Omitting all pictures, retype the entries below exactly as given.

Stored items
◇ ◇ ◇ ◇

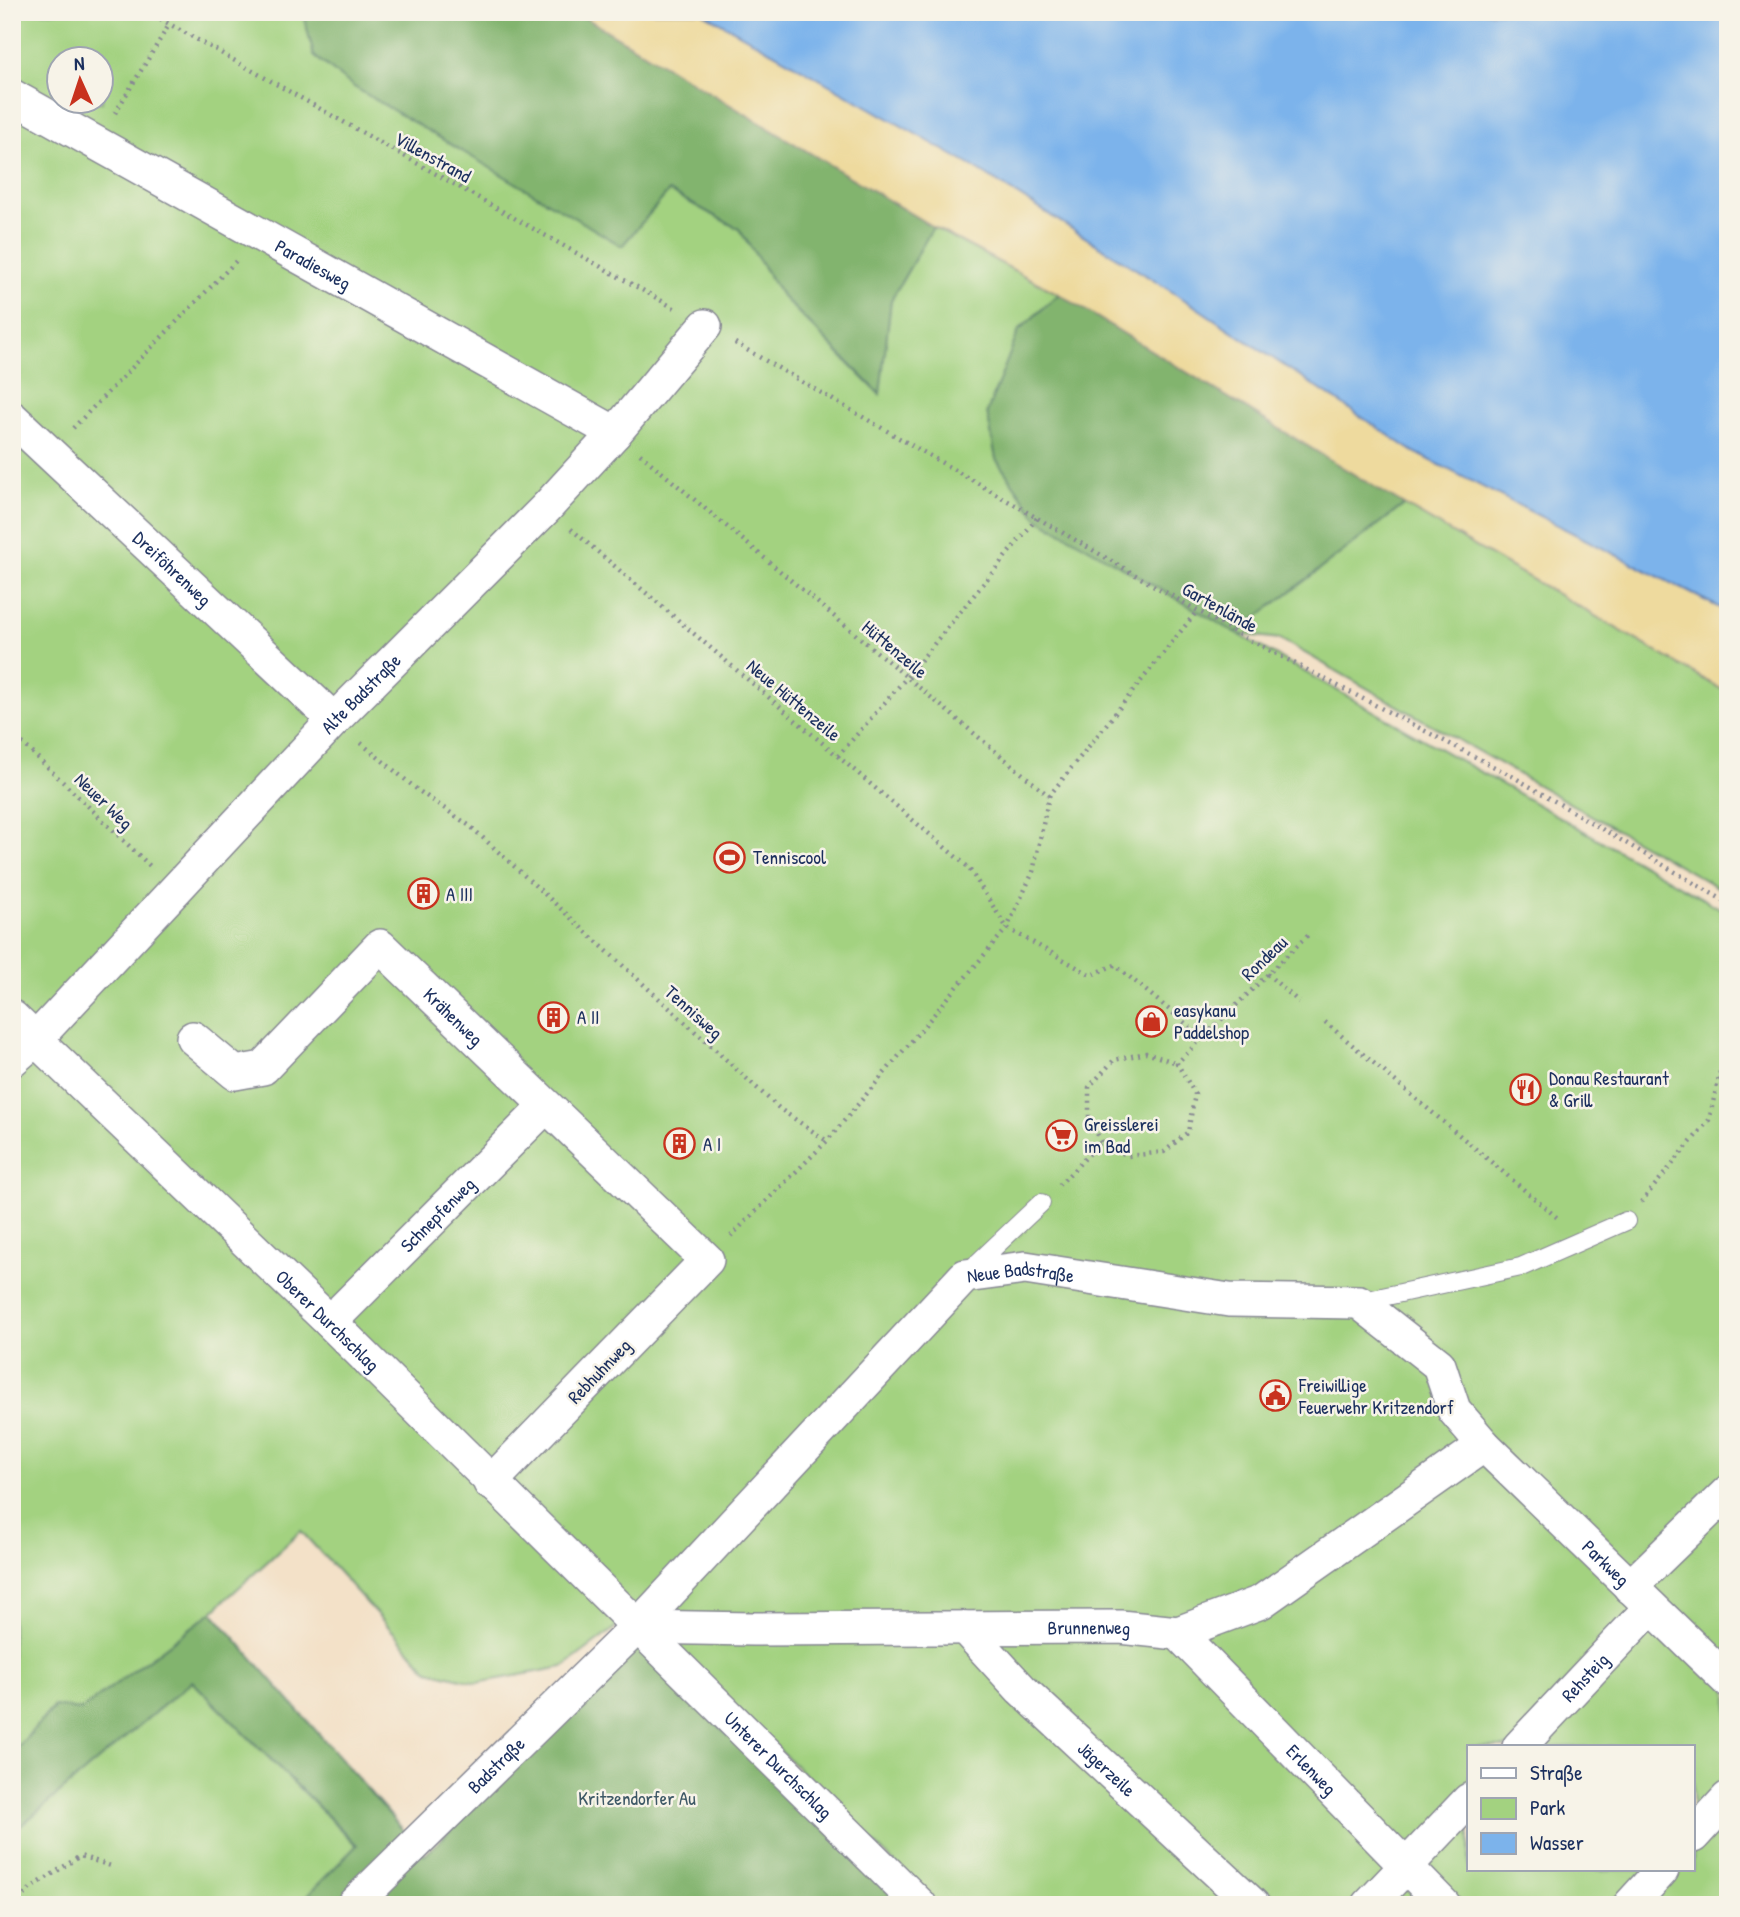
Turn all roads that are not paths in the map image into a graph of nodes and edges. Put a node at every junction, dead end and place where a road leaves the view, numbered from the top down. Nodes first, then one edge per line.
1 (12, 96) edge
2 (705, 326) road end
3 (12, 418) edge
4 (615, 433) junction
5 (334, 720) junction
6 (193, 1038) dead end
7 (20, 1039) edge
8 (546, 1106) junction
9 (1041, 1203) road end
10 (1626, 1221) road end
11 (707, 1260) joint
12 (965, 1276) junction
13 (1359, 1302) junction
14 (330, 1322) junction
15 (1484, 1445) junction
16 (490, 1483) junction
17 (1728, 1492) edge
18 (1641, 1597) junction
19 (637, 1627) junction
20 (965, 1628) junction
21 (1178, 1633) junction
22 (1728, 1681) edge
23 (1520, 1745) edge
24 (1728, 1798) edge
25 (1467, 1802) edge
26 (1694, 1835) edge
27 (1405, 1868) junction
28 (1661, 1871) edge
29 (353, 1905) edge
30 (920, 1905) edge
31 (1253, 1905) edge
32 (1369, 1905) edge
33 (1444, 1905) edge
34 (1630, 1905) edge

1 - 4 street, Paradiesweg
2 - 4 street, Alte Badstraße
3 - 5 street, Dreiföhrenweg
4 - 5 street, Alte Badstraße
5 - 7 street, Alte Badstraße
6 - 8 street, Krähenweg
7 - 14 street, Oberer Durchschlag
8 - 11 street, Krähenweg
8 - 14 street, Schnepfenweg
9 - 12 lane
10 - 13 lane
11 - 16 street, Rebhuhnweg
12 - 13 street, Neue Badstraße
12 - 19 street, Neue Badstraße
13 - 15 street
14 - 16 street, Oberer Durchschlag
15 - 18 street, Parkweg
15 - 21 street, Brunnenweg
16 - 19 street, Oberer Durchschlag
17 - 18 street, Rehsteig
18 - 22 street, Parkweg
18 - 23 street, Rehsteig
19 - 20 street, Brunnenweg
19 - 29 street, Badstraße
19 - 30 street, Unterer Durchschlag
20 - 21 street, Brunnenweg
20 - 31 street, Jägerzeile
21 - 27 street, Erlenweg
24 - 26 street
25 - 27 street
27 - 32 street
27 - 33 street, Erlenweg
28 - 34 street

◇ ◇ ◇ ◇

WORKED SOLUTION
Turn all roads that are not paths in the map image into a graph of nodes and edges. Put a node at every junction, dead end and place where a road leaves the view, numbered from the top down. Nodes first, then one edge per line.
1 (12, 96) edge
2 (705, 326) road end
3 (12, 418) edge
4 (615, 433) junction
5 (334, 720) junction
6 (193, 1038) dead end
7 (20, 1039) edge
8 (546, 1106) junction
9 (1041, 1203) road end
10 (1626, 1221) road end
11 (707, 1260) joint
12 (965, 1276) junction
13 (1359, 1302) junction
14 (330, 1322) junction
15 (1484, 1445) junction
16 (490, 1483) junction
17 (1728, 1492) edge
18 (1641, 1597) junction
19 (637, 1627) junction
20 (965, 1628) junction
21 (1178, 1633) junction
22 (1728, 1681) edge
23 (1520, 1745) edge
24 (1728, 1798) edge
25 (1467, 1802) edge
26 (1694, 1835) edge
27 (1405, 1868) junction
28 (1661, 1871) edge
29 (353, 1905) edge
30 (920, 1905) edge
31 (1253, 1905) edge
32 (1369, 1905) edge
33 (1444, 1905) edge
34 (1630, 1905) edge

1 - 4 street, Paradiesweg
2 - 4 street, Alte Badstraße
3 - 5 street, Dreiföhrenweg
4 - 5 street, Alte Badstraße
5 - 7 street, Alte Badstraße
6 - 8 street, Krähenweg
7 - 14 street, Oberer Durchschlag
8 - 11 street, Krähenweg
8 - 14 street, Schnepfenweg
9 - 12 lane
10 - 13 lane
11 - 16 street, Rebhuhnweg
12 - 13 street, Neue Badstraße
12 - 19 street, Neue Badstraße
13 - 15 street
14 - 16 street, Oberer Durchschlag
15 - 18 street, Parkweg
15 - 21 street, Brunnenweg
16 - 19 street, Oberer Durchschlag
17 - 18 street, Rehsteig
18 - 22 street, Parkweg
18 - 23 street, Rehsteig
19 - 20 street, Brunnenweg
19 - 29 street, Badstraße
19 - 30 street, Unterer Durchschlag
20 - 21 street, Brunnenweg
20 - 31 street, Jägerzeile
21 - 27 street, Erlenweg
24 - 26 street
25 - 27 street
27 - 32 street
27 - 33 street, Erlenweg
28 - 34 street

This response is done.